-- Exercise input follows --

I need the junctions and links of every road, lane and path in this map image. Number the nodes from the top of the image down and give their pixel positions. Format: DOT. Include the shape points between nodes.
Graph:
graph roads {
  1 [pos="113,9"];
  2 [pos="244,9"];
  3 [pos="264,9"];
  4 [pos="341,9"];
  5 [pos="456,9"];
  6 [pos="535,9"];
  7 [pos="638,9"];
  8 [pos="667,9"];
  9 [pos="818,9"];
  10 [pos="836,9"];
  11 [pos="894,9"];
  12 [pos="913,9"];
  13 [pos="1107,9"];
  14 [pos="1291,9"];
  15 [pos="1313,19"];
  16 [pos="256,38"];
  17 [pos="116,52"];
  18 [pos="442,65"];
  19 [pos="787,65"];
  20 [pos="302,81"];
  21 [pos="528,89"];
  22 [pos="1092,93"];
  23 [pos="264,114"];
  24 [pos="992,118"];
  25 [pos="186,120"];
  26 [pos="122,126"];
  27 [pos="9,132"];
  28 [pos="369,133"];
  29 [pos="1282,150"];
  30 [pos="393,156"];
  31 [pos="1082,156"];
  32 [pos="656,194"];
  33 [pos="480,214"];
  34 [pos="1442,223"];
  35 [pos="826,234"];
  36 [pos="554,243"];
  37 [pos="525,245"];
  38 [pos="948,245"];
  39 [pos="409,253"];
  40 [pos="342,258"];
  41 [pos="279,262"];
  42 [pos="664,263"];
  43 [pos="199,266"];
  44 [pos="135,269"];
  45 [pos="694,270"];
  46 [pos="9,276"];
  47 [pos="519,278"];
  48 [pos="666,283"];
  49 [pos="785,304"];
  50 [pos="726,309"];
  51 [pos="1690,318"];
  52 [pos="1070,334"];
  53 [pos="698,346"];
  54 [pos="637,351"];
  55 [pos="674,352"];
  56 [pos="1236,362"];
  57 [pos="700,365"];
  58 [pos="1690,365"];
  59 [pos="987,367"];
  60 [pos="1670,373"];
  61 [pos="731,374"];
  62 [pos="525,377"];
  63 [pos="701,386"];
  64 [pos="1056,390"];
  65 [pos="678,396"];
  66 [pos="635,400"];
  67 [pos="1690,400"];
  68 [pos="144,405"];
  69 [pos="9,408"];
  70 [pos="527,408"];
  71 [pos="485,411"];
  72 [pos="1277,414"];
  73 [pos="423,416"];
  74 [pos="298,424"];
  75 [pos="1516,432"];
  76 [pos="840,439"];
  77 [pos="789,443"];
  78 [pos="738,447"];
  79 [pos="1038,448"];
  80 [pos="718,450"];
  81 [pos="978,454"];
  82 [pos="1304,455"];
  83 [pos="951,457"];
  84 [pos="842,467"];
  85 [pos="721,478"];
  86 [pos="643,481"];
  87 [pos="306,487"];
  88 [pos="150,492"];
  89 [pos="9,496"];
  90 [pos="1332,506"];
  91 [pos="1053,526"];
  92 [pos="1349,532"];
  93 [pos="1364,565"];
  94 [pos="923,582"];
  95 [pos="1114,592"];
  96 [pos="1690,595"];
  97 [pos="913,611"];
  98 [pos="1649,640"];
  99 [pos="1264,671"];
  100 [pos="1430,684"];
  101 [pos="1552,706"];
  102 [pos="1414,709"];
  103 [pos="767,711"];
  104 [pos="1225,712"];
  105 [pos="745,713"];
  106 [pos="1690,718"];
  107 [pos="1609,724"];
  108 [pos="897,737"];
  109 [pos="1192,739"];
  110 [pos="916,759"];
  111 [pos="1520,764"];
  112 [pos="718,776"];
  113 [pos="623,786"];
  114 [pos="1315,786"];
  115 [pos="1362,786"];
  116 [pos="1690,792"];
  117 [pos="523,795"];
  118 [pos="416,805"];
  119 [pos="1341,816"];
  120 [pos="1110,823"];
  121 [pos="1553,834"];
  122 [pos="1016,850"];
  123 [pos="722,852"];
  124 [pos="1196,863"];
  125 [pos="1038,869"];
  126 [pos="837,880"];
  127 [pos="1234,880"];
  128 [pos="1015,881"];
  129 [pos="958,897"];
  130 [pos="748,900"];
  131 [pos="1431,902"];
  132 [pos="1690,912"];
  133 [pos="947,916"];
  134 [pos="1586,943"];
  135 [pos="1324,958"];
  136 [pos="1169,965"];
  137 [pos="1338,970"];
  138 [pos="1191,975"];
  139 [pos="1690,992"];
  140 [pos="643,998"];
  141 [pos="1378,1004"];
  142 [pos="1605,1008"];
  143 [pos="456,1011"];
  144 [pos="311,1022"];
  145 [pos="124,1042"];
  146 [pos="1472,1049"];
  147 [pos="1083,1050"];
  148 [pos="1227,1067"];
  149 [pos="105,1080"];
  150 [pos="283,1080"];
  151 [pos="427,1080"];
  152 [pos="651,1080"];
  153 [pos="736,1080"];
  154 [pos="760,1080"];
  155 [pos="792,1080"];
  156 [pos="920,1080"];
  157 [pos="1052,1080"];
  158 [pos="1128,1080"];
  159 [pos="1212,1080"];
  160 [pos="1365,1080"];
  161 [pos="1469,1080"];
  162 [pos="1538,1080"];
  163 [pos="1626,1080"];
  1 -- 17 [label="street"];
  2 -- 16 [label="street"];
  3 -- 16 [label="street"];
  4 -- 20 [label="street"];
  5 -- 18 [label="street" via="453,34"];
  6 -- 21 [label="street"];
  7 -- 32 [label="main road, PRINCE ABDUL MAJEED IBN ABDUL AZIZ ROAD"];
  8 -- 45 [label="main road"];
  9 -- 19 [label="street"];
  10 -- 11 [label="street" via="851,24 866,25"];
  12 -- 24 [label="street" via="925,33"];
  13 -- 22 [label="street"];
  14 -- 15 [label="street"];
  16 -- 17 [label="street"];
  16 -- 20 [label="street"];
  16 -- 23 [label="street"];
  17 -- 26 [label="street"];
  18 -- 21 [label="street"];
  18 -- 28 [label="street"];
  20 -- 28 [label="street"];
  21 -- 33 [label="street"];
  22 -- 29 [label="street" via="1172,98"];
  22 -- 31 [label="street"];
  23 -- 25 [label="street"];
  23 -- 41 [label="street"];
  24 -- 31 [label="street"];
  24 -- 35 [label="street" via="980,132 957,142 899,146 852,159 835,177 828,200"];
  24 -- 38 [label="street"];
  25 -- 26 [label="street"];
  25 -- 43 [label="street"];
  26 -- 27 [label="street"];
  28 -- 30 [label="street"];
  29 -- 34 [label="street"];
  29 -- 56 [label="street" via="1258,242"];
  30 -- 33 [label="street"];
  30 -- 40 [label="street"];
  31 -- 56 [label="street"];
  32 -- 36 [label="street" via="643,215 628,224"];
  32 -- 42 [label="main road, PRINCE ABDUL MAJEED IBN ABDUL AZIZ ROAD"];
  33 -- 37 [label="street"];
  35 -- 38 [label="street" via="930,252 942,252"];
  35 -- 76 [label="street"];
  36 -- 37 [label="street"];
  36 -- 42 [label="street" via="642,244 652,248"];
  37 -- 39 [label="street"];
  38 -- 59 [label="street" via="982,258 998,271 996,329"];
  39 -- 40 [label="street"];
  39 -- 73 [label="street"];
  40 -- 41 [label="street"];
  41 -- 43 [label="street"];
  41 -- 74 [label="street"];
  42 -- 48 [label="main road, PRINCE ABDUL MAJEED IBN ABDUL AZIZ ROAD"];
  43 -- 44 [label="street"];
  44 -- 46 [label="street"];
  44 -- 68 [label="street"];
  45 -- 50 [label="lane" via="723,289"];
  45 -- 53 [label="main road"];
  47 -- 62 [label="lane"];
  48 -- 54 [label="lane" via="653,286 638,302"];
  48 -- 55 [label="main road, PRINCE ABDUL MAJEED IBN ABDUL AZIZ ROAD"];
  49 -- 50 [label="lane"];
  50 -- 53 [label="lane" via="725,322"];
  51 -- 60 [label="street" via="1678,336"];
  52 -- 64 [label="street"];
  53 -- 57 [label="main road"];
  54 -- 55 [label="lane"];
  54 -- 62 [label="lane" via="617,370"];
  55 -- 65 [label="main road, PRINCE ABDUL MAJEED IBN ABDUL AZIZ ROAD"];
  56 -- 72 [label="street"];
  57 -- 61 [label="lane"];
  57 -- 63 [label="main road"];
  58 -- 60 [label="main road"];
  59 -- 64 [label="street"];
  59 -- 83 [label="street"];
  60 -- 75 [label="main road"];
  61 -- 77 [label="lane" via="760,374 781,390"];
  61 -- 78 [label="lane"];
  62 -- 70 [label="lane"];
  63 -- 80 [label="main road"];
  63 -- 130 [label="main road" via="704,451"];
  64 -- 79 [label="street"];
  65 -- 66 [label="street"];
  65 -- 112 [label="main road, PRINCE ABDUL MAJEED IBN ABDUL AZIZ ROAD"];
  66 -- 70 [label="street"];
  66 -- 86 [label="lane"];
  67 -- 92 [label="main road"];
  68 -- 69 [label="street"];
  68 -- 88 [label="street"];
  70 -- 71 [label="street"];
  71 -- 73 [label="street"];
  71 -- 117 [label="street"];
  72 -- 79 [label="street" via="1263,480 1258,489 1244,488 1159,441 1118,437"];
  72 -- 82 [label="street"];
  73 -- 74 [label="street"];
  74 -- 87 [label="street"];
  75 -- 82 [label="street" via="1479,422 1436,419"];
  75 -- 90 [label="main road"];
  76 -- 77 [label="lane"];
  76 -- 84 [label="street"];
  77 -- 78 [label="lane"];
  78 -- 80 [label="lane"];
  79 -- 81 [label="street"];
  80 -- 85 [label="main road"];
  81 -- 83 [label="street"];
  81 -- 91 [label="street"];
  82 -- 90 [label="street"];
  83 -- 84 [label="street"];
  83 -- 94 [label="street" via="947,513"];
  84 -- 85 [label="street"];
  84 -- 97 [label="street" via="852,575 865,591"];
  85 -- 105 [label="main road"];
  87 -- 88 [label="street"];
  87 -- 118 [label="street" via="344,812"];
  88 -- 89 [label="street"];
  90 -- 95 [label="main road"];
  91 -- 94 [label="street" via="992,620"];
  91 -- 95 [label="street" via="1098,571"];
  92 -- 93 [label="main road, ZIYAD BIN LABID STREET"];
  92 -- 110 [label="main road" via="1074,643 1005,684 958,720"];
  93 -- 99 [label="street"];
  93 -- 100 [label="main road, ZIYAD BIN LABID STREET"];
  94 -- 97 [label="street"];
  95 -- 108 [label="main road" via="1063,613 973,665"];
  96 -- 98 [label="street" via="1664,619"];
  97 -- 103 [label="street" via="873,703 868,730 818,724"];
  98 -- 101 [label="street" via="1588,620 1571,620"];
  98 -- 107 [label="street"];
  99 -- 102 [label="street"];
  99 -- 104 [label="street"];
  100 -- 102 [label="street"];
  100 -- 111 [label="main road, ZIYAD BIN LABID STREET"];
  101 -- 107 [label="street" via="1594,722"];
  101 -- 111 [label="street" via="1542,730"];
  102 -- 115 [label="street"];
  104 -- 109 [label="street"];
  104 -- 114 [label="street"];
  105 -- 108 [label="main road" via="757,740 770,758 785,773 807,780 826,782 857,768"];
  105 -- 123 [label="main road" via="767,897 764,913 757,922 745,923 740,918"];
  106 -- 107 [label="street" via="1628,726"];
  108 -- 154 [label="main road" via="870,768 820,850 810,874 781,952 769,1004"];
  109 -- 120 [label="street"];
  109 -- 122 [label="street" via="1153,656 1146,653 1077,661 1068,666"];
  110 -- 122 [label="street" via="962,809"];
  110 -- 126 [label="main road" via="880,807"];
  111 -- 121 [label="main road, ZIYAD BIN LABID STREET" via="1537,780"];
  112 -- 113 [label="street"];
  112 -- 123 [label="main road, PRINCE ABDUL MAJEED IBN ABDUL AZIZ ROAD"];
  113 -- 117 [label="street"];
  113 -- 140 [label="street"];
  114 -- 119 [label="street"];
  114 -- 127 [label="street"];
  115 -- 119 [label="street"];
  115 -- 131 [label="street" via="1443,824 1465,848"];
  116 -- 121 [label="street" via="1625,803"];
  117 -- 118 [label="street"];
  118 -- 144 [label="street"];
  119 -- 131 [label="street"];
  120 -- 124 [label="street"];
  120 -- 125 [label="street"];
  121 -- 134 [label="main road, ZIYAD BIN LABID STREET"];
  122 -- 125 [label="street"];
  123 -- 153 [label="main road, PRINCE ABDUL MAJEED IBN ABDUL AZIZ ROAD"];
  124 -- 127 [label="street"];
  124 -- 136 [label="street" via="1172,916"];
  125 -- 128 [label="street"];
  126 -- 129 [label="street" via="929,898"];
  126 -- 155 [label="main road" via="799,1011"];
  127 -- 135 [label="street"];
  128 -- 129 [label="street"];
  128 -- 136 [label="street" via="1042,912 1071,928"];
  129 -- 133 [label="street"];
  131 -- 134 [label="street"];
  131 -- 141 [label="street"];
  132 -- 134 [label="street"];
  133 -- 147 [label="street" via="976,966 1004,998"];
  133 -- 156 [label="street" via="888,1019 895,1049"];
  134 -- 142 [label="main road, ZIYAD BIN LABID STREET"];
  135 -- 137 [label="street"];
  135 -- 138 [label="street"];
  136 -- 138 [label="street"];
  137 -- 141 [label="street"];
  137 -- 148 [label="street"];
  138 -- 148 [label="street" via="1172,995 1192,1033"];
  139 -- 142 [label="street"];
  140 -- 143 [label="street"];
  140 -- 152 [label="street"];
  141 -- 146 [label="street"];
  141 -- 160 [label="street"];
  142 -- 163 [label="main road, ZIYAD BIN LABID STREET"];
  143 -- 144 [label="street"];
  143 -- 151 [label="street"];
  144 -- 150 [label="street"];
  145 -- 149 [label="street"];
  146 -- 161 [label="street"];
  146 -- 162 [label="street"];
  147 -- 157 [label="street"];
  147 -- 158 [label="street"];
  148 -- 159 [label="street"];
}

-- Exercise input concluded --
-- Exercise input follows --

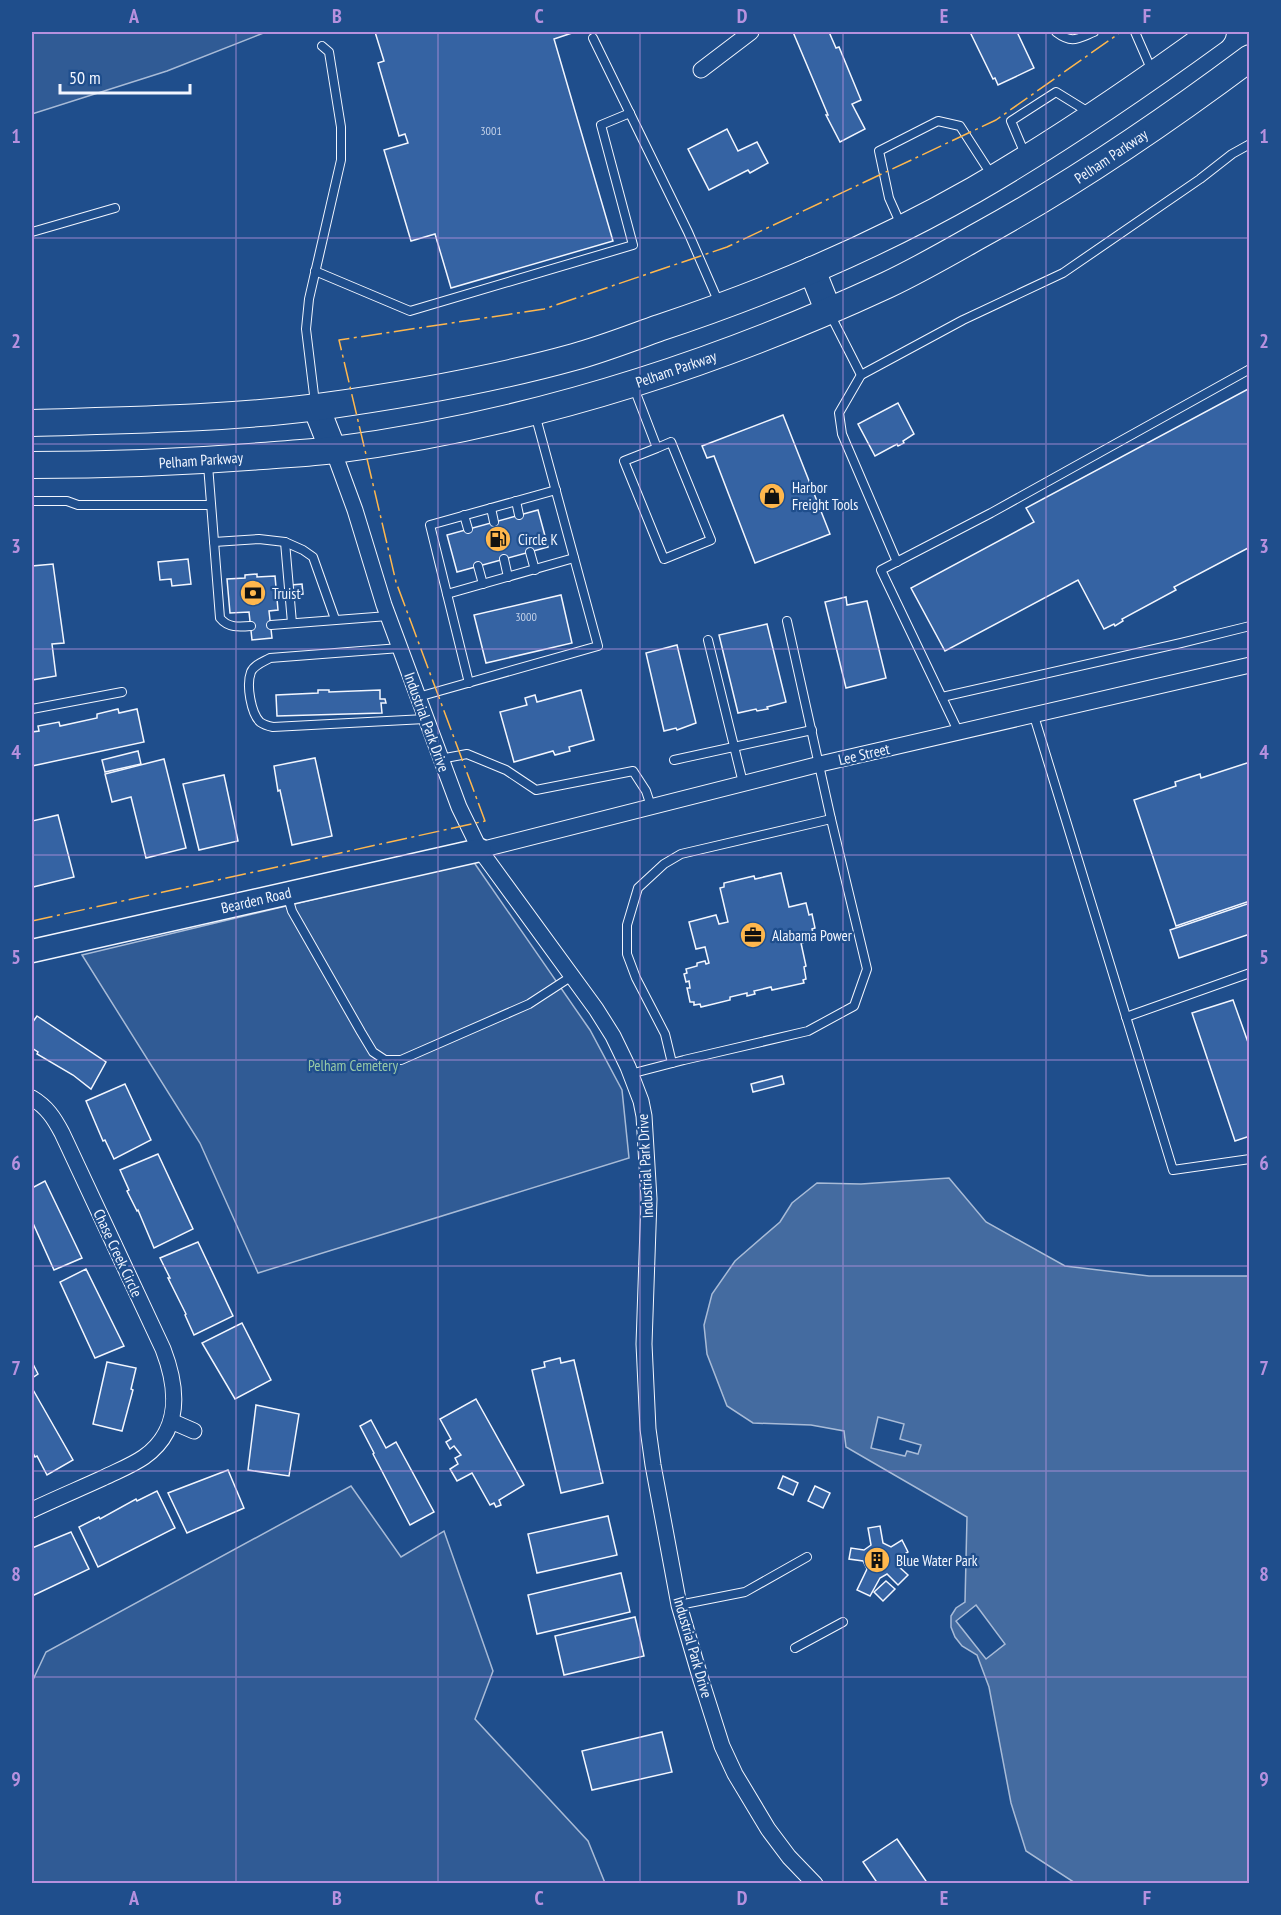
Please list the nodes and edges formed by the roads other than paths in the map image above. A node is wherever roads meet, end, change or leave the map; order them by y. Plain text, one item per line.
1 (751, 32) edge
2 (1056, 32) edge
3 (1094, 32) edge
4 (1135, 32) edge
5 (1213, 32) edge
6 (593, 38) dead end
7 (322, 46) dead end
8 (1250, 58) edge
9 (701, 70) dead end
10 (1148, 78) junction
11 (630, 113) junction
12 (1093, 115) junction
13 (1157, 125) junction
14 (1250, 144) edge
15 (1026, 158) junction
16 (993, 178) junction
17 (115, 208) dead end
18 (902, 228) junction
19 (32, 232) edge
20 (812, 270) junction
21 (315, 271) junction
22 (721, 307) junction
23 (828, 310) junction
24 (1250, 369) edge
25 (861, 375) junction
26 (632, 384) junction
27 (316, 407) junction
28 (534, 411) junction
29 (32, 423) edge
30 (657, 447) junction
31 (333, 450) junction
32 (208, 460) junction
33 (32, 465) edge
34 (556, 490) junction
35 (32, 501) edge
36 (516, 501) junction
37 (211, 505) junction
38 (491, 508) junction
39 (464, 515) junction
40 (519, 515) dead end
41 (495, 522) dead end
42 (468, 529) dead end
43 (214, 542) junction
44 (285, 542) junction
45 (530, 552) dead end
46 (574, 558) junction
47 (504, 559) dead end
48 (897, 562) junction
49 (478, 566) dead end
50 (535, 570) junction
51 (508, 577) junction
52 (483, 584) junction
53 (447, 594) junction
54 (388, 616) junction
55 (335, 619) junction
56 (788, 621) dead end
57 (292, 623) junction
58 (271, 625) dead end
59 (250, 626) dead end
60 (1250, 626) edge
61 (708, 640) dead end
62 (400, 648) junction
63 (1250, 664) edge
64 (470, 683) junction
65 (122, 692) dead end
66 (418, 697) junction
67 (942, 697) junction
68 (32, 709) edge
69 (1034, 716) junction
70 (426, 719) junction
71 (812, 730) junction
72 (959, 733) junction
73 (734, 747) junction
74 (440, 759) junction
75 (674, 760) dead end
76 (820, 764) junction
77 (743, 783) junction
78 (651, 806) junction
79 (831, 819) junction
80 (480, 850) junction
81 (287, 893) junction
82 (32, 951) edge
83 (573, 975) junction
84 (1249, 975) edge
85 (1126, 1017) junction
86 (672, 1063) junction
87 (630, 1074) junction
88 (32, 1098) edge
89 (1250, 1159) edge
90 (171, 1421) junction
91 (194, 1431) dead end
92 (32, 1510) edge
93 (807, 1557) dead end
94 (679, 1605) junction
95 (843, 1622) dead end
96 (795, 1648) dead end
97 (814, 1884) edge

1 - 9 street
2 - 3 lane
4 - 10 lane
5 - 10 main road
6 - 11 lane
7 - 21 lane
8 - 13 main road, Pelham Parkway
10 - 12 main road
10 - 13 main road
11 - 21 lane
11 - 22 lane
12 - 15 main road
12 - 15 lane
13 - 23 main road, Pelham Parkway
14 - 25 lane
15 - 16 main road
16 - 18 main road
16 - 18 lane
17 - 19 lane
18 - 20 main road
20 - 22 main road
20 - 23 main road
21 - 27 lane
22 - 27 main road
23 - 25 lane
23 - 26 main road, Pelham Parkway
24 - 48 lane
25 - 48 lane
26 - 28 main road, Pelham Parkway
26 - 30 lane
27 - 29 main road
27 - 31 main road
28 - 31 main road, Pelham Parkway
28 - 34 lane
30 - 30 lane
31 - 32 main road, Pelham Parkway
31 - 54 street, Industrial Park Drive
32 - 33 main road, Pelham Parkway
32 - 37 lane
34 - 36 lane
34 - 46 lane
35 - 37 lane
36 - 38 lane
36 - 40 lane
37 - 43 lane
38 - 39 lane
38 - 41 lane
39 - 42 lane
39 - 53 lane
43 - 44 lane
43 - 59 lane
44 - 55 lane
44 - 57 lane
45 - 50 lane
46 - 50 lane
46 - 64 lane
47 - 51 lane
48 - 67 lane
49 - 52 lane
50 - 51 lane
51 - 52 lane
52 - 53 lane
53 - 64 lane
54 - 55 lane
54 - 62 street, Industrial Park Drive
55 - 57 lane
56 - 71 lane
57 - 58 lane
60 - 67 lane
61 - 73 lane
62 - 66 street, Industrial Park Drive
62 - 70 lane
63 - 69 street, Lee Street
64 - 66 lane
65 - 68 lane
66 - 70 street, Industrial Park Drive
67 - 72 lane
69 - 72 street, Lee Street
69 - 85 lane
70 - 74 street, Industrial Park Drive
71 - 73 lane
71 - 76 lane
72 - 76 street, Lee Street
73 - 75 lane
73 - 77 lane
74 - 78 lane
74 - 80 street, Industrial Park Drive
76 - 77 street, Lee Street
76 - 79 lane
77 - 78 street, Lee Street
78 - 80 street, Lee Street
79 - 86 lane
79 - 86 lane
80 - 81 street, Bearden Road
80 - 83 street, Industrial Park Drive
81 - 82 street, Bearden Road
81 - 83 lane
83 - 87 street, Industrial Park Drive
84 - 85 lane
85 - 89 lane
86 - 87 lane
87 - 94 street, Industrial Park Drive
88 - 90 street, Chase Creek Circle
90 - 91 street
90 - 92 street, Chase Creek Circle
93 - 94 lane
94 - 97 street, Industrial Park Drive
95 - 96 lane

-- Exercise input concluded --
-- Exercise input follows --

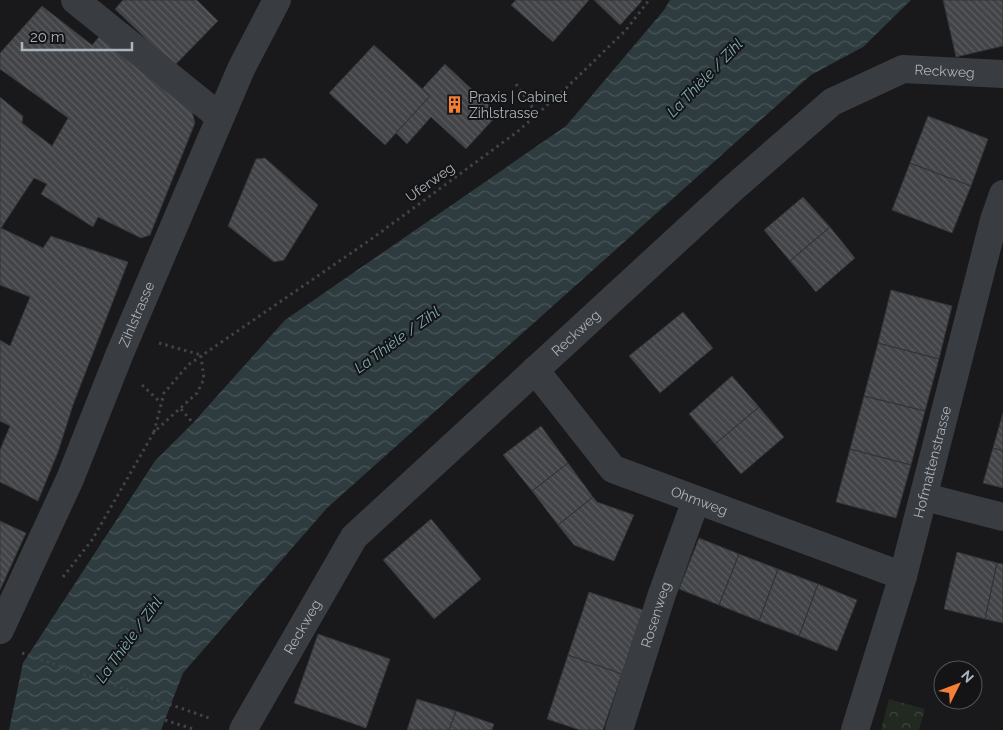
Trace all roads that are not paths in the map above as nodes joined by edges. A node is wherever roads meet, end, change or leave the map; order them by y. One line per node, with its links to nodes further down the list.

-- Exercise input concluded --

Exercise prompt →
Within the listing, how many lines hold the string "down"? State that number alone.

Expected answer →
2